(Collected data entries)
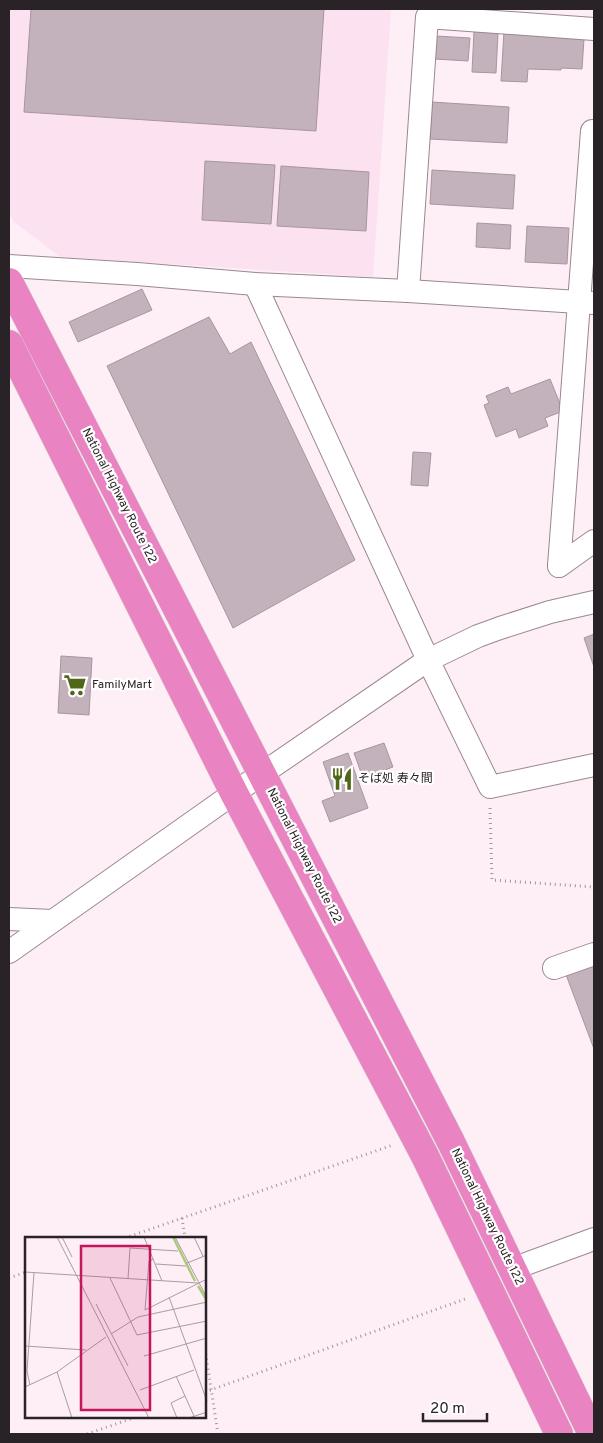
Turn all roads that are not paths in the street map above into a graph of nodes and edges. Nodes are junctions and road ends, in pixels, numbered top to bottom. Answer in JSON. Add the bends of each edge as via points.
{"nodes":[{"id":1,"x":594,"y":30,"type":"edge"},
{"id":2,"x":594,"y":131,"type":"edge"},
{"id":3,"x":9,"y":266,"type":"edge"},
{"id":4,"x":9,"y":282,"type":"edge"},
{"id":5,"x":255,"y":284,"type":"junction"},
{"id":6,"x":408,"y":291,"type":"junction"},
{"id":7,"x":587,"y":302,"type":"edge"},
{"id":8,"x":9,"y":344,"type":"edge"},
{"id":9,"x":594,"y":541,"type":"edge"},
{"id":10,"x":594,"y":602,"type":"edge"},
{"id":11,"x":428,"y":660,"type":"junction"},
{"id":12,"x":594,"y":765,"type":"edge"},
{"id":13,"x":262,"y":775,"type":"junction"},
{"id":14,"x":234,"y":793,"type":"junction"},
{"id":15,"x":9,"y":918,"type":"edge"},
{"id":16,"x":52,"y":922,"type":"junction"},
{"id":17,"x":9,"y":952,"type":"edge"},
{"id":18,"x":594,"y":954,"type":"edge"},
{"id":19,"x":554,"y":968,"type":"dead end"},
{"id":20,"x":594,"y":1239,"type":"edge"},
{"id":21,"x":512,"y":1269,"type":"junction"},
{"id":22,"x":559,"y":1434,"type":"edge"},
{"id":23,"x":592,"y":1434,"type":"edge"}],
"edges":[{"from":1,"to":6,"type":"street","via":[[427,17]]},
{"from":2,"to":7,"type":"street"},
{"from":3,"to":5,"type":"street"},
{"from":4,"to":13,"type":"highway","name":"National Highway Route 122"},
{"from":5,"to":6,"type":"street"},
{"from":5,"to":11,"type":"street"},
{"from":6,"to":7,"type":"street"},
{"from":7,"to":9,"type":"street","via":[[559,566]]},
{"from":8,"to":14,"type":"highway"},
{"from":10,"to":11,"type":"street","via":[[500,628]]},
{"from":11,"to":12,"type":"street","via":[[490,787]]},
{"from":11,"to":13,"type":"street"},
{"from":13,"to":14,"type":"street"},
{"from":13,"to":21,"type":"highway","name":"National Highway Route 122","via":[[451,1142]]},
{"from":14,"to":16,"type":"street"},
{"from":14,"to":22,"type":"highway","via":[[415,1138]]},
{"from":15,"to":16,"type":"street"},
{"from":16,"to":17,"type":"street"},
{"from":18,"to":19,"type":"street"},
{"from":20,"to":21,"type":"street"},
{"from":21,"to":23,"type":"highway","name":"National Highway Route 122"}]}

**The problem:**
When a line contains the string "National", copy it from the records.

**Written response:**
{"from":4,"to":13,"type":"highway","name":"National Highway Route 122"},
{"from":13,"to":21,"type":"highway","name":"National Highway Route 122","via":[[451,1142]]},
{"from":21,"to":23,"type":"highway","name":"National Highway Route 122"}]}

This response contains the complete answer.